To do:
Give every line from the entries that contains "Repòs".

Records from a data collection
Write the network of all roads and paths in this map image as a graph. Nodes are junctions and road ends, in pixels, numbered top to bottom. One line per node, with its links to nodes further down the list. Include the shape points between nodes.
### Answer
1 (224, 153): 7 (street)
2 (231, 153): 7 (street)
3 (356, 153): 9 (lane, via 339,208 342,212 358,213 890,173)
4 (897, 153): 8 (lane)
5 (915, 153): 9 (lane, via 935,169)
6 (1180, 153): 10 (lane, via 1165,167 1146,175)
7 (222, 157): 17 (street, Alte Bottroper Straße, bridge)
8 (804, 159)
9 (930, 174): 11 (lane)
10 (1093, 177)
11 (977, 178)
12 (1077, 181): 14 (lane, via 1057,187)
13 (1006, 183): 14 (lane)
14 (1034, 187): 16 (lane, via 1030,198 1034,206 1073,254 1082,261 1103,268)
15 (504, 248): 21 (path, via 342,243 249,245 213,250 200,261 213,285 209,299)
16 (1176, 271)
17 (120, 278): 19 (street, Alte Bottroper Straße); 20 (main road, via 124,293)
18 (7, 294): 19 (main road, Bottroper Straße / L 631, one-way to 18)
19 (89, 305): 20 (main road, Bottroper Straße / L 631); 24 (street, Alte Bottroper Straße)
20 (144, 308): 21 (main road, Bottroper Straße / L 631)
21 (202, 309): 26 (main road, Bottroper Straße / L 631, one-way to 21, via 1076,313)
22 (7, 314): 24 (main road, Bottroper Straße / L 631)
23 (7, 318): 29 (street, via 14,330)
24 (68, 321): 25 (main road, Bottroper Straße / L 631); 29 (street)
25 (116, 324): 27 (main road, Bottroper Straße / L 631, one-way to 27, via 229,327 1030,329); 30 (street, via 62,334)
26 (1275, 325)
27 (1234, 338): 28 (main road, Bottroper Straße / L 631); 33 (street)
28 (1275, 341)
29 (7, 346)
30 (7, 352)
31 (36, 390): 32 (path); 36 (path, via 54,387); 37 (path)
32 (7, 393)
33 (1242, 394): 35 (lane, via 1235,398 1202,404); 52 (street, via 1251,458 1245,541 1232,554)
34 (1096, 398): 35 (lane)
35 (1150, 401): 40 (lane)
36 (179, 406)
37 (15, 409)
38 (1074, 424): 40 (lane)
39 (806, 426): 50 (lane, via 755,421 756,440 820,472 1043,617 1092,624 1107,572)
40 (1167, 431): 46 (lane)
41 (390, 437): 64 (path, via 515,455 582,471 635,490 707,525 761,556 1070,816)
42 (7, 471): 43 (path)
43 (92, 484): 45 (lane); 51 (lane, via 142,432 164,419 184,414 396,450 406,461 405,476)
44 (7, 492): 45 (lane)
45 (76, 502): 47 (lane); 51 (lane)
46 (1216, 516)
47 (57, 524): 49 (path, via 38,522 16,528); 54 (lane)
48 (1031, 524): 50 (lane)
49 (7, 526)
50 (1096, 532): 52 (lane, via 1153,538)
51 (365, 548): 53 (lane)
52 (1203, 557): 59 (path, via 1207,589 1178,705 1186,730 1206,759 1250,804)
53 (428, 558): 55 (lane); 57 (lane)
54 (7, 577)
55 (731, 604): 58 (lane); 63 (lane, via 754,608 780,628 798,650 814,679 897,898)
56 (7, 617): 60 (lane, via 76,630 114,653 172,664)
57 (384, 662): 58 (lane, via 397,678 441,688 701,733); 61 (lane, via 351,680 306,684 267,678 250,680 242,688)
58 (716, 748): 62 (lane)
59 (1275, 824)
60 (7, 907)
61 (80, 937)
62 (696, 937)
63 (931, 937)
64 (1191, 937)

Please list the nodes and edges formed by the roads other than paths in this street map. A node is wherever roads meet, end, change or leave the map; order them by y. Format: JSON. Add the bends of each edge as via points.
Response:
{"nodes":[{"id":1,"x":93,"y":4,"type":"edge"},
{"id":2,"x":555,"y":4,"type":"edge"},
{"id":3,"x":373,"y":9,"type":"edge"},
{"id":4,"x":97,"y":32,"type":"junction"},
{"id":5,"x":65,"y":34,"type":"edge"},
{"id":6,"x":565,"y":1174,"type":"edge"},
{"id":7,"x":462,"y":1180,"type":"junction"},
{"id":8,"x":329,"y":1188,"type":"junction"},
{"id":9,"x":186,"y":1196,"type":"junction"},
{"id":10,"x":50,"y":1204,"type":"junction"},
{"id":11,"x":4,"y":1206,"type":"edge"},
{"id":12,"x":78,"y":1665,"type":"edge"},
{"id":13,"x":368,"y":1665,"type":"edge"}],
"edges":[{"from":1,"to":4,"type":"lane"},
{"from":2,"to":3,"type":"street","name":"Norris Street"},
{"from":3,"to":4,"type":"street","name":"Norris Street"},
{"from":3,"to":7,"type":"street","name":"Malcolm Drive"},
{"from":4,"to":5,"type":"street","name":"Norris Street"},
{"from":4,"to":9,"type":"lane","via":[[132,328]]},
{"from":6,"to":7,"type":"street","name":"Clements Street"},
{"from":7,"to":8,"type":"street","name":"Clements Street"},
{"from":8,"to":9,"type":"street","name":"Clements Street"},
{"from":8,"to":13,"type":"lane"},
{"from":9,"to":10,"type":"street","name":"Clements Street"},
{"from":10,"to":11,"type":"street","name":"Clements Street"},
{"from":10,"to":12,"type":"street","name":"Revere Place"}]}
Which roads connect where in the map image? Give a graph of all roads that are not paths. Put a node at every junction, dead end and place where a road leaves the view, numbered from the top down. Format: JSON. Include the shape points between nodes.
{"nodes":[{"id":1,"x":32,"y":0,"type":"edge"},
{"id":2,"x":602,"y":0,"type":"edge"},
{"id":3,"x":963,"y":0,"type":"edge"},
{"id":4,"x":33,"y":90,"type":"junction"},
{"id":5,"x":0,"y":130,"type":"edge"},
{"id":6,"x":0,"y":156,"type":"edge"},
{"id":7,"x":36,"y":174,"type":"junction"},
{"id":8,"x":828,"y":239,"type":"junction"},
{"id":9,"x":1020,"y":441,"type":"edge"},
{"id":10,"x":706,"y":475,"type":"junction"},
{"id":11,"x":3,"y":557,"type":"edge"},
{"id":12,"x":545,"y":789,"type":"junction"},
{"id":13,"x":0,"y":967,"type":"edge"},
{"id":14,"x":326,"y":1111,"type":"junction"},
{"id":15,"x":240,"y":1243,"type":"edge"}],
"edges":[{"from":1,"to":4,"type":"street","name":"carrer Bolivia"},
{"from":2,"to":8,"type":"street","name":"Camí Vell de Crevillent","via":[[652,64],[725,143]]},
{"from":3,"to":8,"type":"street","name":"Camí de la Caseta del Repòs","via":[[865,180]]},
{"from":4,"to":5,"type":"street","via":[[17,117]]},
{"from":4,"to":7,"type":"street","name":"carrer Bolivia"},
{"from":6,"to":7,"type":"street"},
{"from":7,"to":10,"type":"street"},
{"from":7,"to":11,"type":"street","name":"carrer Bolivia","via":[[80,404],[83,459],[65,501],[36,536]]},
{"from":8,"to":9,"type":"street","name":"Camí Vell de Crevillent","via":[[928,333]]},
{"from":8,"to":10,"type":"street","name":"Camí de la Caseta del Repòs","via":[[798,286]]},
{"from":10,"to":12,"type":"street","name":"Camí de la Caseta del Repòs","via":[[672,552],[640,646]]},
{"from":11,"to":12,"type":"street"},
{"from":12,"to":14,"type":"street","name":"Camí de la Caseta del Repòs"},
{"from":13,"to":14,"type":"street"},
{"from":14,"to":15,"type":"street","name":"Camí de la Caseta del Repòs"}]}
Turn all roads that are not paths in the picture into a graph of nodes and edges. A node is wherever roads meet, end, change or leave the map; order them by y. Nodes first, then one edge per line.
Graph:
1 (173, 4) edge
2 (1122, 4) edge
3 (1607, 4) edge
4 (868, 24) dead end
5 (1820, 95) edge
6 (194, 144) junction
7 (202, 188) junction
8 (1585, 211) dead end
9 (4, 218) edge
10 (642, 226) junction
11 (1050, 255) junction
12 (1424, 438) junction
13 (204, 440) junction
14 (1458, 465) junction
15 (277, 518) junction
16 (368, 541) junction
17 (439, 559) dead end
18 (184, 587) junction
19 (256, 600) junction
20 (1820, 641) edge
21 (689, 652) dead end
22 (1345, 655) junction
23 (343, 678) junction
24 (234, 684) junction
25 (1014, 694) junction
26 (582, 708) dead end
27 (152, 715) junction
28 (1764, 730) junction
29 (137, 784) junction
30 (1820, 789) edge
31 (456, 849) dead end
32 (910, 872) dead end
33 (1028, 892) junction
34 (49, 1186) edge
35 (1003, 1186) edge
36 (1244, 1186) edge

Result below:
{"from":3,"to":8,"type":"street","name":"Camí de la Caseta del Repòs","via":[[865,180]]},
{"from":8,"to":10,"type":"street","name":"Camí de la Caseta del Repòs","via":[[798,286]]},
{"from":10,"to":12,"type":"street","name":"Camí de la Caseta del Repòs","via":[[672,552],[640,646]]},
{"from":12,"to":14,"type":"street","name":"Camí de la Caseta del Repòs"},
{"from":14,"to":15,"type":"street","name":"Camí de la Caseta del Repòs"}]}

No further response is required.